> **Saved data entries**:

::::

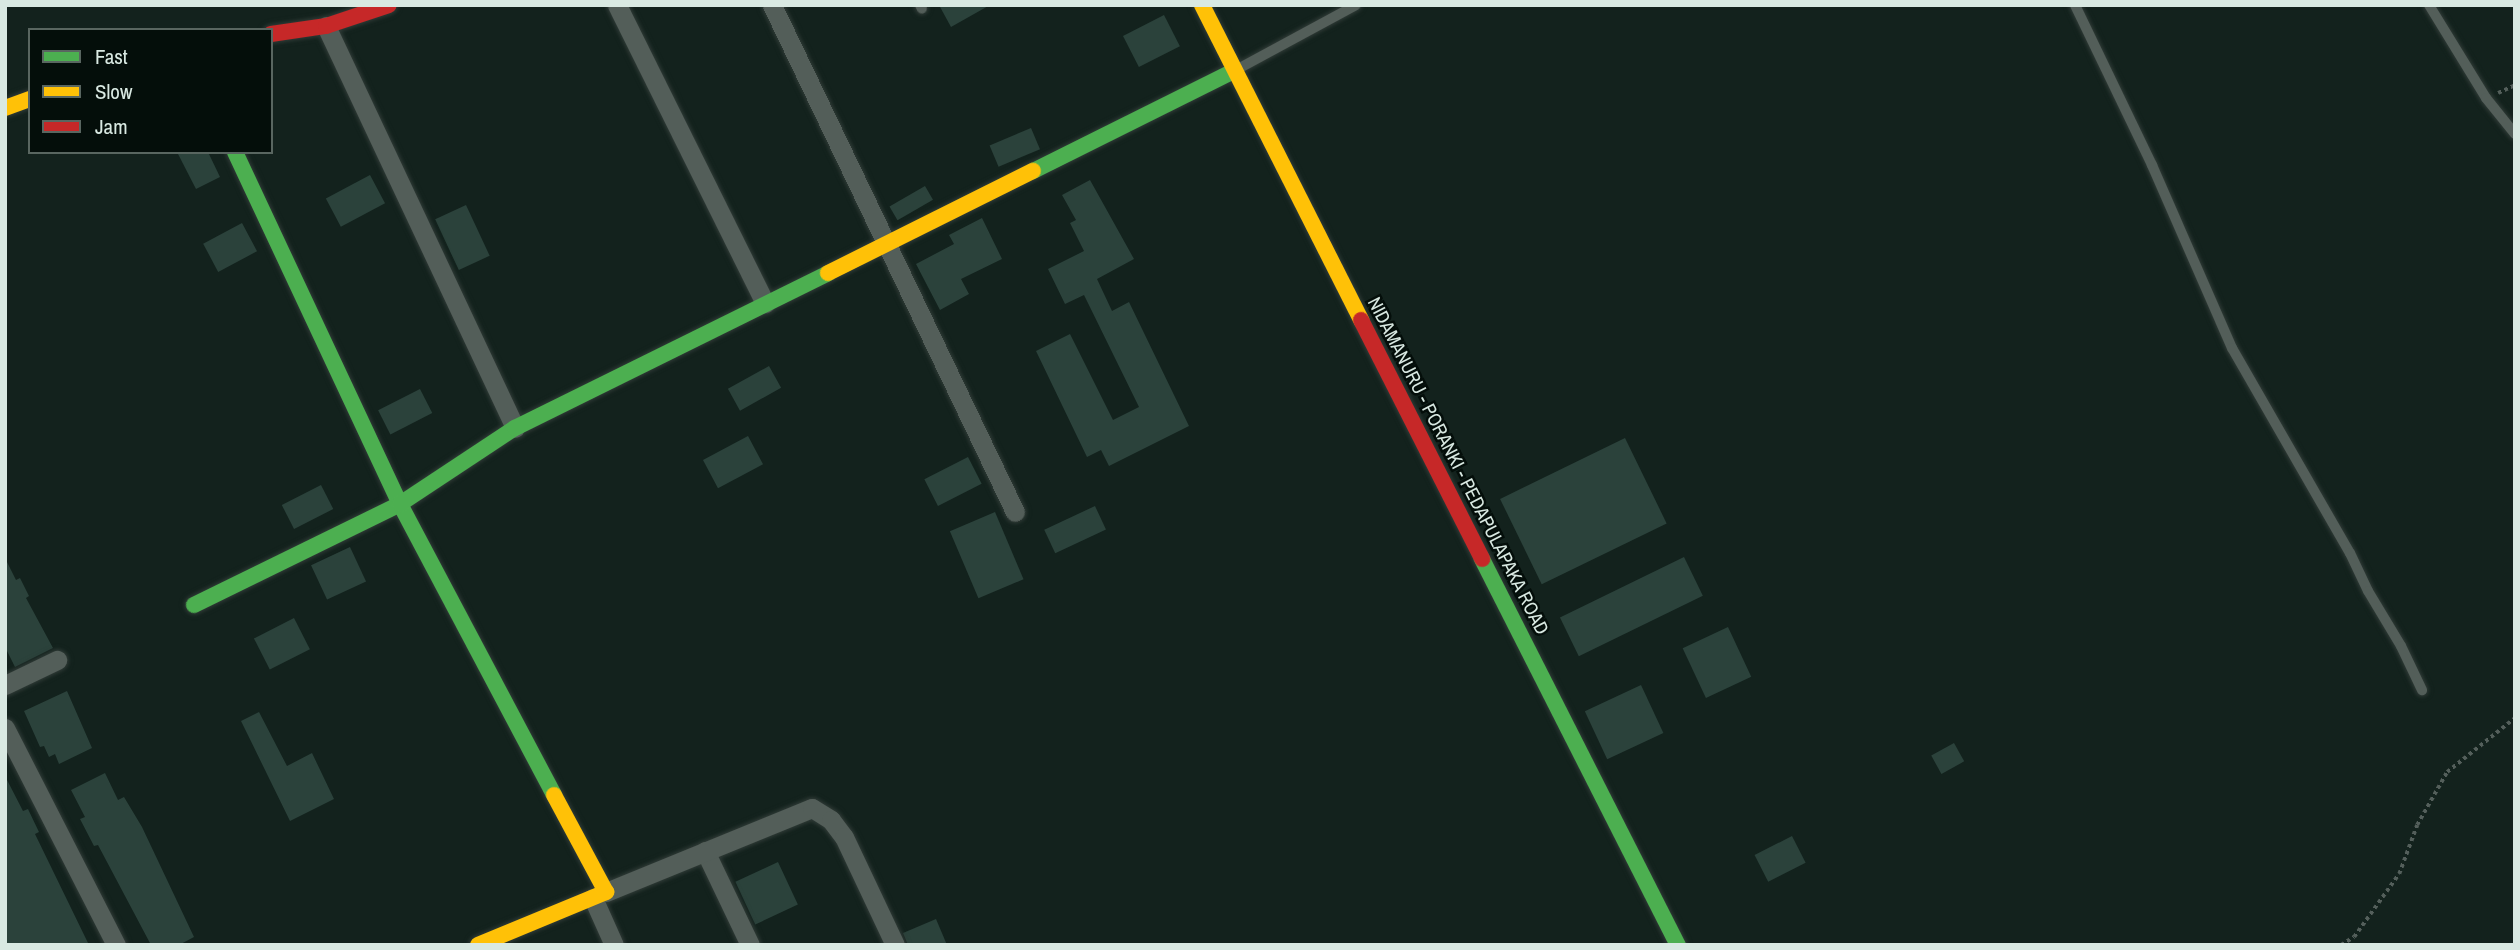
<!DOCTYPE html>
<html>
<head>
<meta charset="utf-8">
<style>
  body { margin:0 }
  #map { position:relative; width:2520px; height:950px; overflow:hidden; background:#13221d; font-family:"Archivo Narrow",sans-serif }
  div>[style] { position:absolute }
  .building>* { inset:0; background:#2b423b; transform-origin:0 0 }
  .path>* { height:3.5px; margin-top:-1.75px; transform-origin:0; background:repeating-linear-gradient(90deg,#545f5b 0 3.5px,transparent 0 7px) }
  .roads { filter:drop-shadow(0 0 2px #303b37) drop-shadow(0 0 2px #303b37) }
  .lane>* { height:10px; margin:-5px; padding:0 5px; transform-origin:5px; border-radius:5px; background:#535e59 }
  .street>* { height:19px; margin:-9.5px; padding:0 9.5px; transform-origin:9.5px; border-radius:9.5px; background:#535e59 }
  .fast>* { height:16px; margin:-8px; padding:0 8px; transform-origin:8px; border-radius:8px; background:#4caf50 }
  .slow>* { height:16px; margin:-8px; padding:0 8px; transform-origin:8px; border-radius:8px; background:#ffc107 }
  .jam>* { height:16px; margin:-8px; padding:0 8px; transform-origin:8px; border-radius:8px; background:#c62828 }
  span { translate:-50% -50%; white-space:nowrap; text-align:center; line-height:1.15; -webkit-text-stroke:5px #040e0a; paint-order:stroke }
  .street-label { font-size:19px; color:#d9e9e2 }
  .frame { position:absolute; inset:0; border:7px solid #d9e9e2; pointer-events:none }
  .legend { position:absolute; left:28px; top:28px; width:245px; height:126px; box-sizing:border-box; background:#040e0a; border:2px solid #596660; margin:0; padding:9px 12px; list-style:none; font-size:21px; color:#d9e9e2 }
  .legend li { display:flex; align-items:center; gap:14px; height:35px }
  .legend b { width:35px; border:2px solid #596660 }
</style>
</head>
<body>
<div id="map">
  <div class="building">
    <div style="clip-path:polygon(939px 5px,990px 5px,951px 27px)"></div>
    <div style="left:1164px;top:15px;width:35px;height:46px;rotate:63deg"></div>
    <div style="left:1031px;top:128px;width:23px;height:45px;rotate:67deg"></div>
    <div style="clip-path:polygon(177px 152px,208px 152px,220px 177px,196px 189px)"></div>
    <div style="left:370px;top:175px;width:32px;height:50px;rotate:62deg"></div>
    <div style="clip-path:polygon(1090px 180px,1134px 259px,1097px 279px,1112px 311px,1129px 302px,1189px 426px,1109px 466px,1101px 450px,1087px 457px,1036px 351px,1070px 334px,1113px 420px,1139px 407px,1084px 295px,1065px 304px,1048px 269px,1084px 251px,1070px 223px,1076px 220px,1062px 195px)"></div>
    <div style="left:925px;top:186px;width:16px;height:41px;rotate:60deg"></div>
    <div style="left:466px;top:205px;width:56px;height:34px;rotate:65deg"></div>
    <div style="clip-path:polygon(982px 218px,1002px 259px,961px 279px,969px 294px,940px 310px,916px 264px,954px 244px,949px 235px)"></div>
    <div style="left:242px;top:223px;width:32px;height:44px;rotate:62deg"></div>
    <div style="left:769px;top:366px;width:25px;height:47px;rotate:61deg"></div>
    <div style="left:420px;top:389px;width:27px;height:47px;rotate:63deg"></div>
    <div style="left:748px;top:436px;width:32px;height:51px;rotate:62deg"></div>
    <div style="left:1625px;top:438px;width:95px;height:139px;rotate:64deg"></div>
    <div style="left:968px;top:457px;width:30px;height:49px;rotate:63deg"></div>
    <div style="left:321px;top:485px;width:27px;height:44px;rotate:63deg"></div>
    <div style="left:1095px;top:506px;width:26px;height:56px;rotate:65deg"></div>
    <div style="left:995px;top:512px;width:73px;height:49px;rotate:67deg"></div>
    <div style="left:350px;top:547px;width:38px;height:43px;rotate:65deg"></div>
    <div style="left:1684px;top:557px;width:43px;height:138px;rotate:64deg"></div>
    <div style="clip-path:polygon(5px 558px,16px 580px,20px 578px,29px 596px,26px 598px,53px 648px,15px 667px,5px 647px)"></div>
    <div style="left:294px;top:618px;width:35px;height:45px;rotate:63deg"></div>
    <div style="left:1728px;top:627px;width:55px;height:50px;rotate:65deg"></div>
    <div style="left:1641px;top:685px;width:53px;height:62px;rotate:65deg"></div>
    <div style="clip-path:polygon(67px 691px,92px 748px,59px 764px,55px 754px,49px 757px,44px 746px,40px 747px,24px 711px)"></div>
    <div style="clip-path:polygon(259px 712px,287px 766px,312px 753px,334px 799px,290px 821px,241px 721px)"></div>
    <div style="left:1954px;top:743px;width:21px;height:26px;rotate:61deg"></div>
    <div style="clip-path:polygon(105px 773px,118px 800px,124px 797px,142px 827px,194px 937px,179px 945px,151px 945px,98px 845px,94px 846px,80px 819px,85px 817px,71px 790px)"></div>
    <div style="clip-path:polygon(5px 776px,23px 811px,28px 809px,39px 832px,35px 834px,89px 945px,5px 945px)"></div>
    <div style="left:1792px;top:836px;width:30px;height:42px;rotate:63deg"></div>
    <div style="left:778px;top:862px;width:47px;height:47px;rotate:65deg"></div>
    <div style="clip-path:polygon(936px 919px,947px 945px,908px 945px,903px 933px)"></div>
  </div>
  <div class="path">
    <div style="left:2498px;top:93px;width:19px;rotate:-25deg"></div>
    <div style="left:2341px;top:945px;width:15px;rotate:-32deg"></div>
    <div style="left:2354px;top:937px;width:77px;rotate:-54.5deg"></div>
    <div style="left:2399px;top:874px;width:52px;rotate:-69.8deg"></div>
    <div style="left:2417px;top:825px;width:61px;rotate:-60.5deg"></div>
    <div style="left:2447px;top:772px;width:87px;rotate:-38.5deg"></div>
  </div>
  <div class="roads">
    <div class="lane">
      <div style="left:920px;top:5px;width:4px;rotate:63deg"></div>
      <div style="left:2075px;top:5px;width:178px;rotate:64.3deg"></div>
      <div style="left:2152px;top:165px;width:200px;rotate:66.4deg"></div>
      <div style="left:2232px;top:348px;width:237px;rotate:60.1deg"></div>
      <div style="left:2350px;top:553px;width:42px;rotate:64.7deg"></div>
      <div style="left:2368px;top:591px;width:64px;rotate:59deg"></div>
      <div style="left:2401px;top:646px;width:49px;rotate:64.5deg"></div>
      <div style="left:2429px;top:5px;width:109px;rotate:58.5deg"></div>
      <div style="left:2486px;top:98px;width:46px;rotate:51.1deg"></div>
      <div style="left:1236px;top:70px;width:136px;rotate:-28.4deg"></div>
    </div>
    <div class="street">
      <div style="left:617px;top:5px;width:333px;rotate:63.6deg"></div>
      <div style="left:772px;top:5px;width:562px;rotate:64.39deg"></div>
      <div style="left:326px;top:26px;width:444px;rotate:64.8deg"></div>
      <div style="left:5px;top:685px;width:58px;rotate:-25.7deg"></div>
      <div style="left:5px;top:728px;width:244px;rotate:62.9deg"></div>
      <div style="left:705px;top:851px;width:104px;rotate:64.4deg"></div>
      <div style="left:606px;top:892px;width:222px;rotate:-22.2deg"></div>
      <div style="left:812px;top:808px;width:22px;rotate:32deg"></div>
      <div style="left:831px;top:820px;width:21px;rotate:53deg"></div>
      <div style="left:844px;top:837px;width:119px;rotate:64.7deg"></div>
      <div style="left:593px;top:898px;width:51px;rotate:65.9deg"></div>
    </div>
    <div class="fast">
      <div style="left:235px;top:152px;width:389px;rotate:64.9deg"></div>
      <div style="left:400px;top:504px;width:329px;rotate:62.1deg"></div>
      <div style="left:1033px;top:171px;width:225px;rotate:-26.5deg"></div>
      <div style="left:1482px;top:559px;width:433px;rotate:63.1deg"></div>
      <div style="left:194px;top:605px;width:229px;rotate:-26.1deg"></div>
      <div style="left:400px;top:504px;width:138px;rotate:-33.5deg"></div>
      <div style="left:515px;top:428px;width:349px;rotate:-26.3deg"></div>
    </div>
    <div class="slow">
      <div style="left:1202px;top:5px;width:353px;rotate:63.2deg"></div>
      <div style="left:5px;top:108px;width:27px;rotate:-20deg"></div>
      <div style="left:828px;top:273px;width:229px;rotate:-26.5deg"></div>
      <div style="left:478px;top:945px;width:139px;rotate:-22.5deg"></div>
      <div style="left:606px;top:892px;width:110px;rotate:-118.2deg"></div>
    </div>
    <div class="jam">
      <div style="left:271px;top:34px;width:56px;rotate:-8.3deg"></div>
      <div style="left:326px;top:26px;width:66px;rotate:-18.4deg"></div>
      <div style="left:1361px;top:320px;width:268px;rotate:63.1deg"></div>
    </div>
  </div>
  <div class="street-label">
    <span style="left:1458px;top:466px;rotate:63deg">NIDAMANURU - PORANKI - PEDAPULAPAKA ROAD</span>
  </div>
  <div class="frame"></div>
  <ul class="legend">
  <li><b style="height:9px;background:#4caf50"></b>Fast</li>
  <li><b style="height:9px;background:#ffc107"></b>Slow</li>
  <li><b style="height:9px;background:#c62828"></b>Jam</li>
  </ul>
</div>
</body>
</html>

::::

> **TASK STATEMENT**:
Lines holding the word "solid" in the entries above are the ones to pull out. Copy them all.

> **FINISHED EXERCISE**:
  .frame { position:absolute; inset:0; border:7px solid #d9e9e2; pointer-events:none }
  .legend { position:absolute; left:28px; top:28px; width:245px; height:126px; box-sizing:border-box; background:#040e0a; border:2px solid #596660; margin:0; padding:9px 12px; list-style:none; font-size:21px; color:#d9e9e2 }
  .legend b { width:35px; border:2px solid #596660 }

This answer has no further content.